Collected data
-------------------------
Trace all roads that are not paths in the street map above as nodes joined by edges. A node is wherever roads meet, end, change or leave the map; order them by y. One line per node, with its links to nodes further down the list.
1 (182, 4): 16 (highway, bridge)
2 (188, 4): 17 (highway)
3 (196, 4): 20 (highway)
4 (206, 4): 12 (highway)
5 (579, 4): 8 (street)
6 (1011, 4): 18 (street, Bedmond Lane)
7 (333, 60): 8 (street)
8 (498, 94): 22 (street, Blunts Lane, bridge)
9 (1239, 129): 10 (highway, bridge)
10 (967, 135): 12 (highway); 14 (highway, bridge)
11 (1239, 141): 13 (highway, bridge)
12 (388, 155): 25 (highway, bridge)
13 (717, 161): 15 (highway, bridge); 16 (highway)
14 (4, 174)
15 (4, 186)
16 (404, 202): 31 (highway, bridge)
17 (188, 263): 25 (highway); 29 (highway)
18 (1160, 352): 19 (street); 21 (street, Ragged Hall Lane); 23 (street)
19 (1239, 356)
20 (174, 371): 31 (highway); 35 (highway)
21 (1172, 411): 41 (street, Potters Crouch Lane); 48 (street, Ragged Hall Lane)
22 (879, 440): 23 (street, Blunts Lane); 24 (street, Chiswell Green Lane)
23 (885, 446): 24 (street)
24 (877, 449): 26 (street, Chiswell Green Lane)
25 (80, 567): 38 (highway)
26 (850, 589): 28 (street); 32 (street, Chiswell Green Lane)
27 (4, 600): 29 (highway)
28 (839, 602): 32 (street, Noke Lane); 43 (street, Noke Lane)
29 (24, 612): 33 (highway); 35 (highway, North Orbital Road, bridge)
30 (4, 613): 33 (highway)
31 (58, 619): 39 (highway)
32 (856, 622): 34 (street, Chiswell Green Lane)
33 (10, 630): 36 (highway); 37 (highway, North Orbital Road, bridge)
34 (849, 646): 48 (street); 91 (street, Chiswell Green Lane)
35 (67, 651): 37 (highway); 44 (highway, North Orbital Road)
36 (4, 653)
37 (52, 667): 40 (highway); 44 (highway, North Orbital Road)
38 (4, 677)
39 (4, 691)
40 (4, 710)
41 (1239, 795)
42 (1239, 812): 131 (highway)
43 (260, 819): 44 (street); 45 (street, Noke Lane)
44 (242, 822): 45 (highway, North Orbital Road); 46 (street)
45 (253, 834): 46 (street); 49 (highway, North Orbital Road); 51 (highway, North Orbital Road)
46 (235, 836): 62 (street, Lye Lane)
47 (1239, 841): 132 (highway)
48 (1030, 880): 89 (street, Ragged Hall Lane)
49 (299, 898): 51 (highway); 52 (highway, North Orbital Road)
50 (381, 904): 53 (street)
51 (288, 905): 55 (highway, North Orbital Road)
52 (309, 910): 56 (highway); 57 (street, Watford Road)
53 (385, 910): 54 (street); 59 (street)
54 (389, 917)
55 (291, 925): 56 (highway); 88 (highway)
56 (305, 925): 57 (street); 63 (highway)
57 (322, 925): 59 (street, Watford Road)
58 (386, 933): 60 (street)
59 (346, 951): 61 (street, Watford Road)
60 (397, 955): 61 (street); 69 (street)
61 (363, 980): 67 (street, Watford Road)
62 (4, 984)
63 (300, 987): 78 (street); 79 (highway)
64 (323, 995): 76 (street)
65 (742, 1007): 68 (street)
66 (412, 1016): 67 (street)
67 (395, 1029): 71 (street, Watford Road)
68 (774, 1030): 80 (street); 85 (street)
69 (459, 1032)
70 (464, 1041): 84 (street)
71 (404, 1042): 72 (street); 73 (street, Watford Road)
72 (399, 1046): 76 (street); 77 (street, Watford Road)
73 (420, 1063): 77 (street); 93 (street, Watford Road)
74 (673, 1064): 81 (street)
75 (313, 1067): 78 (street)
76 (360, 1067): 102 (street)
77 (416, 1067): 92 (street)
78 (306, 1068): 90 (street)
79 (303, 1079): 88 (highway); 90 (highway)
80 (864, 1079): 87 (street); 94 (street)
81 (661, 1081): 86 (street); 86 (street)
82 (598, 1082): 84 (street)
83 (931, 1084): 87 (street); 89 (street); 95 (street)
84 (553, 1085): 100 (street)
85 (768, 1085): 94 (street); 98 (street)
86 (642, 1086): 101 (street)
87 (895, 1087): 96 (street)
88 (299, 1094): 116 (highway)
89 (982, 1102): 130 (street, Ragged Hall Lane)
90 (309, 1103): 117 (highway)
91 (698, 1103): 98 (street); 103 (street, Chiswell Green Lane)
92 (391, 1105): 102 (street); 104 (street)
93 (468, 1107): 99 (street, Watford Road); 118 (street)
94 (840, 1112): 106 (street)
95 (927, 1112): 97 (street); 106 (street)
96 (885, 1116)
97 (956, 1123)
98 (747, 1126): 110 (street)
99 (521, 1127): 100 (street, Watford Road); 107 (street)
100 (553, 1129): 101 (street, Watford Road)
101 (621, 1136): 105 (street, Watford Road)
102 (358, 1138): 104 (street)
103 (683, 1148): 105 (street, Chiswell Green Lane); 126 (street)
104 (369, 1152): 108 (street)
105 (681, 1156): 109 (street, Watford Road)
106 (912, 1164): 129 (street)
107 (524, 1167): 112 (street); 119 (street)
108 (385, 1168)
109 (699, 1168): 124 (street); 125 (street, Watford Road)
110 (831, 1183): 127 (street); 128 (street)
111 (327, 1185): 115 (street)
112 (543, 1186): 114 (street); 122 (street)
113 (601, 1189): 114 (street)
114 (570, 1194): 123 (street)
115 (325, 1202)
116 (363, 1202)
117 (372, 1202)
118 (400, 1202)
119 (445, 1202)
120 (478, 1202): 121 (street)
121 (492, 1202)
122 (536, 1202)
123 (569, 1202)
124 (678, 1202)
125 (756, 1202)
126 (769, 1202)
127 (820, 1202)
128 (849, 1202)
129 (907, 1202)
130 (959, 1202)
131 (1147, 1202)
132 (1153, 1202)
-------------------------
Repeat each line of the data exactly, missing none.

TASK OUTPUT:
Trace all roads that are not paths in the street map above as nodes joined by edges. A node is wherever roads meet, end, change or leave the map; order them by y. One line per node, with its links to nodes further down the list.
1 (182, 4): 16 (highway, bridge)
2 (188, 4): 17 (highway)
3 (196, 4): 20 (highway)
4 (206, 4): 12 (highway)
5 (579, 4): 8 (street)
6 (1011, 4): 18 (street, Bedmond Lane)
7 (333, 60): 8 (street)
8 (498, 94): 22 (street, Blunts Lane, bridge)
9 (1239, 129): 10 (highway, bridge)
10 (967, 135): 12 (highway); 14 (highway, bridge)
11 (1239, 141): 13 (highway, bridge)
12 (388, 155): 25 (highway, bridge)
13 (717, 161): 15 (highway, bridge); 16 (highway)
14 (4, 174)
15 (4, 186)
16 (404, 202): 31 (highway, bridge)
17 (188, 263): 25 (highway); 29 (highway)
18 (1160, 352): 19 (street); 21 (street, Ragged Hall Lane); 23 (street)
19 (1239, 356)
20 (174, 371): 31 (highway); 35 (highway)
21 (1172, 411): 41 (street, Potters Crouch Lane); 48 (street, Ragged Hall Lane)
22 (879, 440): 23 (street, Blunts Lane); 24 (street, Chiswell Green Lane)
23 (885, 446): 24 (street)
24 (877, 449): 26 (street, Chiswell Green Lane)
25 (80, 567): 38 (highway)
26 (850, 589): 28 (street); 32 (street, Chiswell Green Lane)
27 (4, 600): 29 (highway)
28 (839, 602): 32 (street, Noke Lane); 43 (street, Noke Lane)
29 (24, 612): 33 (highway); 35 (highway, North Orbital Road, bridge)
30 (4, 613): 33 (highway)
31 (58, 619): 39 (highway)
32 (856, 622): 34 (street, Chiswell Green Lane)
33 (10, 630): 36 (highway); 37 (highway, North Orbital Road, bridge)
34 (849, 646): 48 (street); 91 (street, Chiswell Green Lane)
35 (67, 651): 37 (highway); 44 (highway, North Orbital Road)
36 (4, 653)
37 (52, 667): 40 (highway); 44 (highway, North Orbital Road)
38 (4, 677)
39 (4, 691)
40 (4, 710)
41 (1239, 795)
42 (1239, 812): 131 (highway)
43 (260, 819): 44 (street); 45 (street, Noke Lane)
44 (242, 822): 45 (highway, North Orbital Road); 46 (street)
45 (253, 834): 46 (street); 49 (highway, North Orbital Road); 51 (highway, North Orbital Road)
46 (235, 836): 62 (street, Lye Lane)
47 (1239, 841): 132 (highway)
48 (1030, 880): 89 (street, Ragged Hall Lane)
49 (299, 898): 51 (highway); 52 (highway, North Orbital Road)
50 (381, 904): 53 (street)
51 (288, 905): 55 (highway, North Orbital Road)
52 (309, 910): 56 (highway); 57 (street, Watford Road)
53 (385, 910): 54 (street); 59 (street)
54 (389, 917)
55 (291, 925): 56 (highway); 88 (highway)
56 (305, 925): 57 (street); 63 (highway)
57 (322, 925): 59 (street, Watford Road)
58 (386, 933): 60 (street)
59 (346, 951): 61 (street, Watford Road)
60 (397, 955): 61 (street); 69 (street)
61 (363, 980): 67 (street, Watford Road)
62 (4, 984)
63 (300, 987): 78 (street); 79 (highway)
64 (323, 995): 76 (street)
65 (742, 1007): 68 (street)
66 (412, 1016): 67 (street)
67 (395, 1029): 71 (street, Watford Road)
68 (774, 1030): 80 (street); 85 (street)
69 (459, 1032)
70 (464, 1041): 84 (street)
71 (404, 1042): 72 (street); 73 (street, Watford Road)
72 (399, 1046): 76 (street); 77 (street, Watford Road)
73 (420, 1063): 77 (street); 93 (street, Watford Road)
74 (673, 1064): 81 (street)
75 (313, 1067): 78 (street)
76 (360, 1067): 102 (street)
77 (416, 1067): 92 (street)
78 (306, 1068): 90 (street)
79 (303, 1079): 88 (highway); 90 (highway)
80 (864, 1079): 87 (street); 94 (street)
81 (661, 1081): 86 (street); 86 (street)
82 (598, 1082): 84 (street)
83 (931, 1084): 87 (street); 89 (street); 95 (street)
84 (553, 1085): 100 (street)
85 (768, 1085): 94 (street); 98 (street)
86 (642, 1086): 101 (street)
87 (895, 1087): 96 (street)
88 (299, 1094): 116 (highway)
89 (982, 1102): 130 (street, Ragged Hall Lane)
90 (309, 1103): 117 (highway)
91 (698, 1103): 98 (street); 103 (street, Chiswell Green Lane)
92 (391, 1105): 102 (street); 104 (street)
93 (468, 1107): 99 (street, Watford Road); 118 (street)
94 (840, 1112): 106 (street)
95 (927, 1112): 97 (street); 106 (street)
96 (885, 1116)
97 (956, 1123)
98 (747, 1126): 110 (street)
99 (521, 1127): 100 (street, Watford Road); 107 (street)
100 (553, 1129): 101 (street, Watford Road)
101 (621, 1136): 105 (street, Watford Road)
102 (358, 1138): 104 (street)
103 (683, 1148): 105 (street, Chiswell Green Lane); 126 (street)
104 (369, 1152): 108 (street)
105 (681, 1156): 109 (street, Watford Road)
106 (912, 1164): 129 (street)
107 (524, 1167): 112 (street); 119 (street)
108 (385, 1168)
109 (699, 1168): 124 (street); 125 (street, Watford Road)
110 (831, 1183): 127 (street); 128 (street)
111 (327, 1185): 115 (street)
112 (543, 1186): 114 (street); 122 (street)
113 (601, 1189): 114 (street)
114 (570, 1194): 123 (street)
115 (325, 1202)
116 (363, 1202)
117 (372, 1202)
118 (400, 1202)
119 (445, 1202)
120 (478, 1202): 121 (street)
121 (492, 1202)
122 (536, 1202)
123 (569, 1202)
124 (678, 1202)
125 (756, 1202)
126 (769, 1202)
127 (820, 1202)
128 (849, 1202)
129 (907, 1202)
130 (959, 1202)
131 (1147, 1202)
132 (1153, 1202)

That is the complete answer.